### [Your instructions]
The entries that follow should be reproduced exactly, with no images carried over.

### [Records for this task]
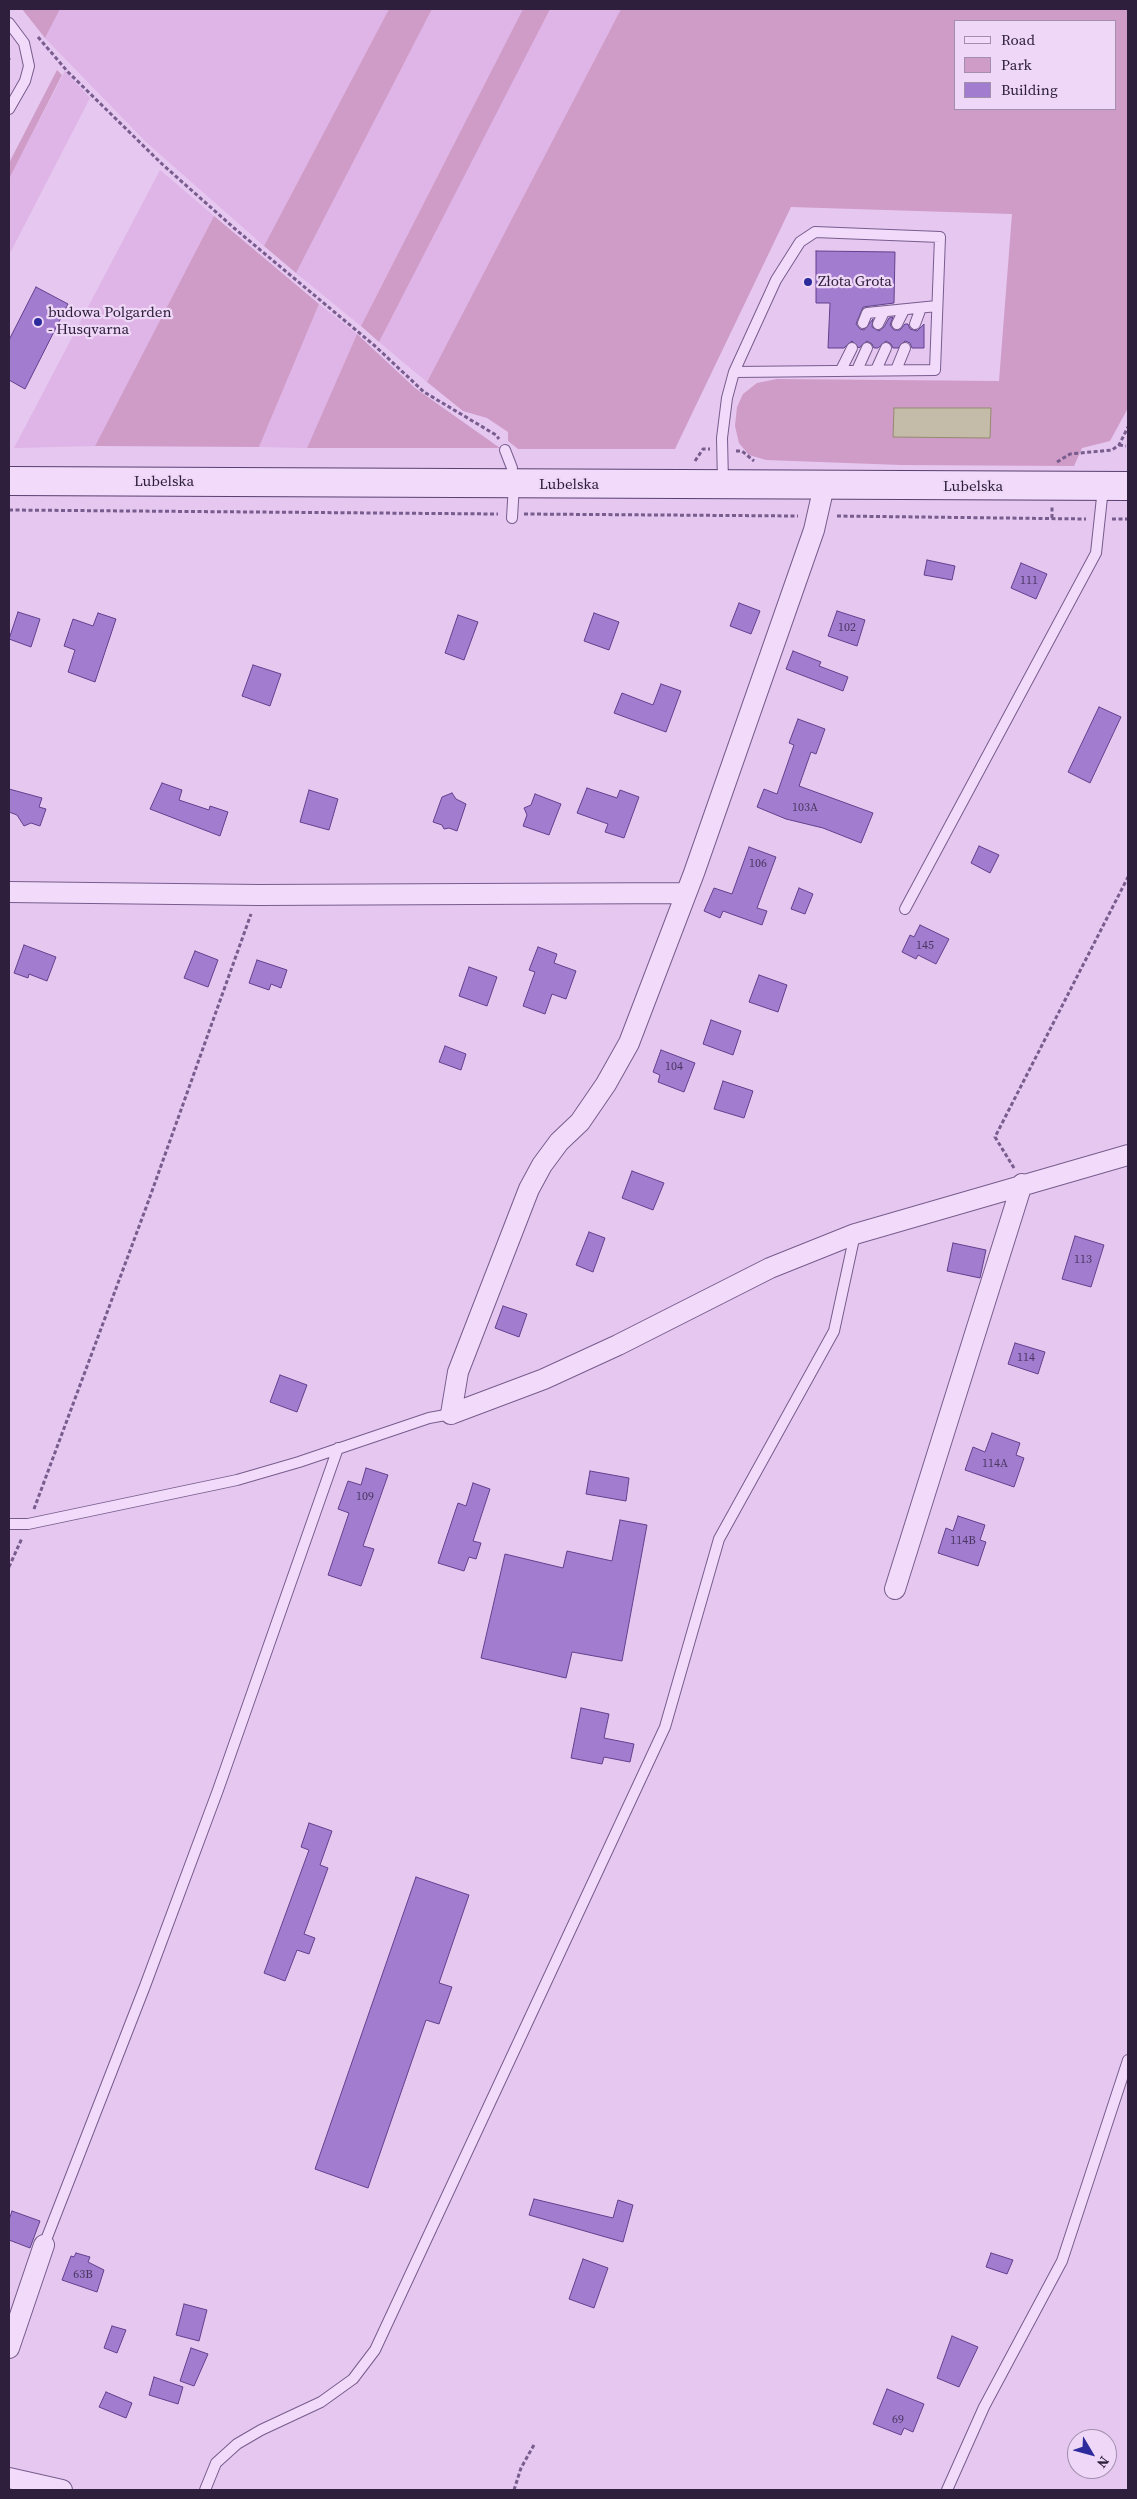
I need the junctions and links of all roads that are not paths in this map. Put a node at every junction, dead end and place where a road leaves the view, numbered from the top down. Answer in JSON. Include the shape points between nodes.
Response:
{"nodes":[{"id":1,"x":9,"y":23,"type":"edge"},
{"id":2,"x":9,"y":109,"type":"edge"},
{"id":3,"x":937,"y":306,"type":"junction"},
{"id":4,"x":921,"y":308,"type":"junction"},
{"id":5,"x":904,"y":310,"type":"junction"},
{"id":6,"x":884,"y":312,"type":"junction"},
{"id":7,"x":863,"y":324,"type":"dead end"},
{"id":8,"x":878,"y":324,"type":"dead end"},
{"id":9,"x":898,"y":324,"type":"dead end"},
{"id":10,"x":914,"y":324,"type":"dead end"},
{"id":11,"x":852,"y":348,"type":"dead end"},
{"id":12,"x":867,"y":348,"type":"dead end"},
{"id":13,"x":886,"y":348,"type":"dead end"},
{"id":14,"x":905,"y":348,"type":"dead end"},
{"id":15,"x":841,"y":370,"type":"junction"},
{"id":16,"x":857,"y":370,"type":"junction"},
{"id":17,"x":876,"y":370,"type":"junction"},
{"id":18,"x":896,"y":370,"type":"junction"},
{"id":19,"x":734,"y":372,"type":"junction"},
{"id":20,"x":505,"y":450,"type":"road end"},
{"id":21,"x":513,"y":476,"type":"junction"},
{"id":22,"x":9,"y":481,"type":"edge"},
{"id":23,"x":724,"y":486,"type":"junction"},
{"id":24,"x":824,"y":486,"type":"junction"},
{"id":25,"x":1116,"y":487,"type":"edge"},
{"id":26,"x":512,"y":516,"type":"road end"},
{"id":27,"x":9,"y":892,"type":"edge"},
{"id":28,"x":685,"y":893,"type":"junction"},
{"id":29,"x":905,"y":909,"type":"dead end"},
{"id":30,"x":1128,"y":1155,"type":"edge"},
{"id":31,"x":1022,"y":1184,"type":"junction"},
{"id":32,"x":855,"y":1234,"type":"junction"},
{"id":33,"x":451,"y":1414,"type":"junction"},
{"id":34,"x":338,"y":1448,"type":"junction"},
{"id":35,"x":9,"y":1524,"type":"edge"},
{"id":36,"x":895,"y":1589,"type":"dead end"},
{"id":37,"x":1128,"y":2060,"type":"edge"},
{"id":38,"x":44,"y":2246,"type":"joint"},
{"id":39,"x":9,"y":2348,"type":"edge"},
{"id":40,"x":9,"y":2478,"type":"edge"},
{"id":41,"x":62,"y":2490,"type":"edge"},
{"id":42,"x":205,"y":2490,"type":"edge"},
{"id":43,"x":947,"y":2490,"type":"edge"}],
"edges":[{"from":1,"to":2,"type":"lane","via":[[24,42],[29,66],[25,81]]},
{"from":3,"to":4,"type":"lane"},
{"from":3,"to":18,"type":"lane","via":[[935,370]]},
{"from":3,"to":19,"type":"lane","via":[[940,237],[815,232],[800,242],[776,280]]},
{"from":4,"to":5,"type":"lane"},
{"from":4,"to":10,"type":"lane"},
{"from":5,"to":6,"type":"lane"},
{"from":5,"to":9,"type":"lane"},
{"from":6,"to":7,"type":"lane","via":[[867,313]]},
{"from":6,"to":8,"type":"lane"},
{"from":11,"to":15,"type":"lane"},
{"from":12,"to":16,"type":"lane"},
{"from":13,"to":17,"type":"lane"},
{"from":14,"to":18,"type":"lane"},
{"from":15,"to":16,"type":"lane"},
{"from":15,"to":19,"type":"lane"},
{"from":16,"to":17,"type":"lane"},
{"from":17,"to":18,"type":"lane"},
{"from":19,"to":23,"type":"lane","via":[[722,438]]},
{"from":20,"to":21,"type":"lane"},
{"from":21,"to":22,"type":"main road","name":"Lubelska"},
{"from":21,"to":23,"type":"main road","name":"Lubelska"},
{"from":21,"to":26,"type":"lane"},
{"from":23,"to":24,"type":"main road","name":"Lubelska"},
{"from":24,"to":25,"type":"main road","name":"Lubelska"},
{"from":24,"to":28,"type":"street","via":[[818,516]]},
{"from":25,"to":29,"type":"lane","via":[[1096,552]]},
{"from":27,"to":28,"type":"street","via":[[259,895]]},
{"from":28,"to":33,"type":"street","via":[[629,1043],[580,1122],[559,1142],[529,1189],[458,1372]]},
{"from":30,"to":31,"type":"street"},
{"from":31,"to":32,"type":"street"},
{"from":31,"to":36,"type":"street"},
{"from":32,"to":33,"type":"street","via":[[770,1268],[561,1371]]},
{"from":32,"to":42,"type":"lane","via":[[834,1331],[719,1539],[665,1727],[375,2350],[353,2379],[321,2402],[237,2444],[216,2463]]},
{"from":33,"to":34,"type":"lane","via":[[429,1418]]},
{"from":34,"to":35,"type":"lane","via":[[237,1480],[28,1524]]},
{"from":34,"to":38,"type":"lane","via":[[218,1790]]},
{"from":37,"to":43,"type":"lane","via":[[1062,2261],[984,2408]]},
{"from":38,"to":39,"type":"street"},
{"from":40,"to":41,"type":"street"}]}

### [Your solution]
I need the junctions and links of all roads that are not paths in this map. Put a node at every junction, dead end and place where a road leaves the view, numbered from the top down. Answer in JSON. Include the shape points between nodes.
Response:
{"nodes":[{"id":1,"x":9,"y":23,"type":"edge"},
{"id":2,"x":9,"y":109,"type":"edge"},
{"id":3,"x":937,"y":306,"type":"junction"},
{"id":4,"x":921,"y":308,"type":"junction"},
{"id":5,"x":904,"y":310,"type":"junction"},
{"id":6,"x":884,"y":312,"type":"junction"},
{"id":7,"x":863,"y":324,"type":"dead end"},
{"id":8,"x":878,"y":324,"type":"dead end"},
{"id":9,"x":898,"y":324,"type":"dead end"},
{"id":10,"x":914,"y":324,"type":"dead end"},
{"id":11,"x":852,"y":348,"type":"dead end"},
{"id":12,"x":867,"y":348,"type":"dead end"},
{"id":13,"x":886,"y":348,"type":"dead end"},
{"id":14,"x":905,"y":348,"type":"dead end"},
{"id":15,"x":841,"y":370,"type":"junction"},
{"id":16,"x":857,"y":370,"type":"junction"},
{"id":17,"x":876,"y":370,"type":"junction"},
{"id":18,"x":896,"y":370,"type":"junction"},
{"id":19,"x":734,"y":372,"type":"junction"},
{"id":20,"x":505,"y":450,"type":"road end"},
{"id":21,"x":513,"y":476,"type":"junction"},
{"id":22,"x":9,"y":481,"type":"edge"},
{"id":23,"x":724,"y":486,"type":"junction"},
{"id":24,"x":824,"y":486,"type":"junction"},
{"id":25,"x":1116,"y":487,"type":"edge"},
{"id":26,"x":512,"y":516,"type":"road end"},
{"id":27,"x":9,"y":892,"type":"edge"},
{"id":28,"x":685,"y":893,"type":"junction"},
{"id":29,"x":905,"y":909,"type":"dead end"},
{"id":30,"x":1128,"y":1155,"type":"edge"},
{"id":31,"x":1022,"y":1184,"type":"junction"},
{"id":32,"x":855,"y":1234,"type":"junction"},
{"id":33,"x":451,"y":1414,"type":"junction"},
{"id":34,"x":338,"y":1448,"type":"junction"},
{"id":35,"x":9,"y":1524,"type":"edge"},
{"id":36,"x":895,"y":1589,"type":"dead end"},
{"id":37,"x":1128,"y":2060,"type":"edge"},
{"id":38,"x":44,"y":2246,"type":"joint"},
{"id":39,"x":9,"y":2348,"type":"edge"},
{"id":40,"x":9,"y":2478,"type":"edge"},
{"id":41,"x":62,"y":2490,"type":"edge"},
{"id":42,"x":205,"y":2490,"type":"edge"},
{"id":43,"x":947,"y":2490,"type":"edge"}],
"edges":[{"from":1,"to":2,"type":"lane","via":[[24,42],[29,66],[25,81]]},
{"from":3,"to":4,"type":"lane"},
{"from":3,"to":18,"type":"lane","via":[[935,370]]},
{"from":3,"to":19,"type":"lane","via":[[940,237],[815,232],[800,242],[776,280]]},
{"from":4,"to":5,"type":"lane"},
{"from":4,"to":10,"type":"lane"},
{"from":5,"to":6,"type":"lane"},
{"from":5,"to":9,"type":"lane"},
{"from":6,"to":7,"type":"lane","via":[[867,313]]},
{"from":6,"to":8,"type":"lane"},
{"from":11,"to":15,"type":"lane"},
{"from":12,"to":16,"type":"lane"},
{"from":13,"to":17,"type":"lane"},
{"from":14,"to":18,"type":"lane"},
{"from":15,"to":16,"type":"lane"},
{"from":15,"to":19,"type":"lane"},
{"from":16,"to":17,"type":"lane"},
{"from":17,"to":18,"type":"lane"},
{"from":19,"to":23,"type":"lane","via":[[722,438]]},
{"from":20,"to":21,"type":"lane"},
{"from":21,"to":22,"type":"main road","name":"Lubelska"},
{"from":21,"to":23,"type":"main road","name":"Lubelska"},
{"from":21,"to":26,"type":"lane"},
{"from":23,"to":24,"type":"main road","name":"Lubelska"},
{"from":24,"to":25,"type":"main road","name":"Lubelska"},
{"from":24,"to":28,"type":"street","via":[[818,516]]},
{"from":25,"to":29,"type":"lane","via":[[1096,552]]},
{"from":27,"to":28,"type":"street","via":[[259,895]]},
{"from":28,"to":33,"type":"street","via":[[629,1043],[580,1122],[559,1142],[529,1189],[458,1372]]},
{"from":30,"to":31,"type":"street"},
{"from":31,"to":32,"type":"street"},
{"from":31,"to":36,"type":"street"},
{"from":32,"to":33,"type":"street","via":[[770,1268],[561,1371]]},
{"from":32,"to":42,"type":"lane","via":[[834,1331],[719,1539],[665,1727],[375,2350],[353,2379],[321,2402],[237,2444],[216,2463]]},
{"from":33,"to":34,"type":"lane","via":[[429,1418]]},
{"from":34,"to":35,"type":"lane","via":[[237,1480],[28,1524]]},
{"from":34,"to":38,"type":"lane","via":[[218,1790]]},
{"from":37,"to":43,"type":"lane","via":[[1062,2261],[984,2408]]},
{"from":38,"to":39,"type":"street"},
{"from":40,"to":41,"type":"street"}]}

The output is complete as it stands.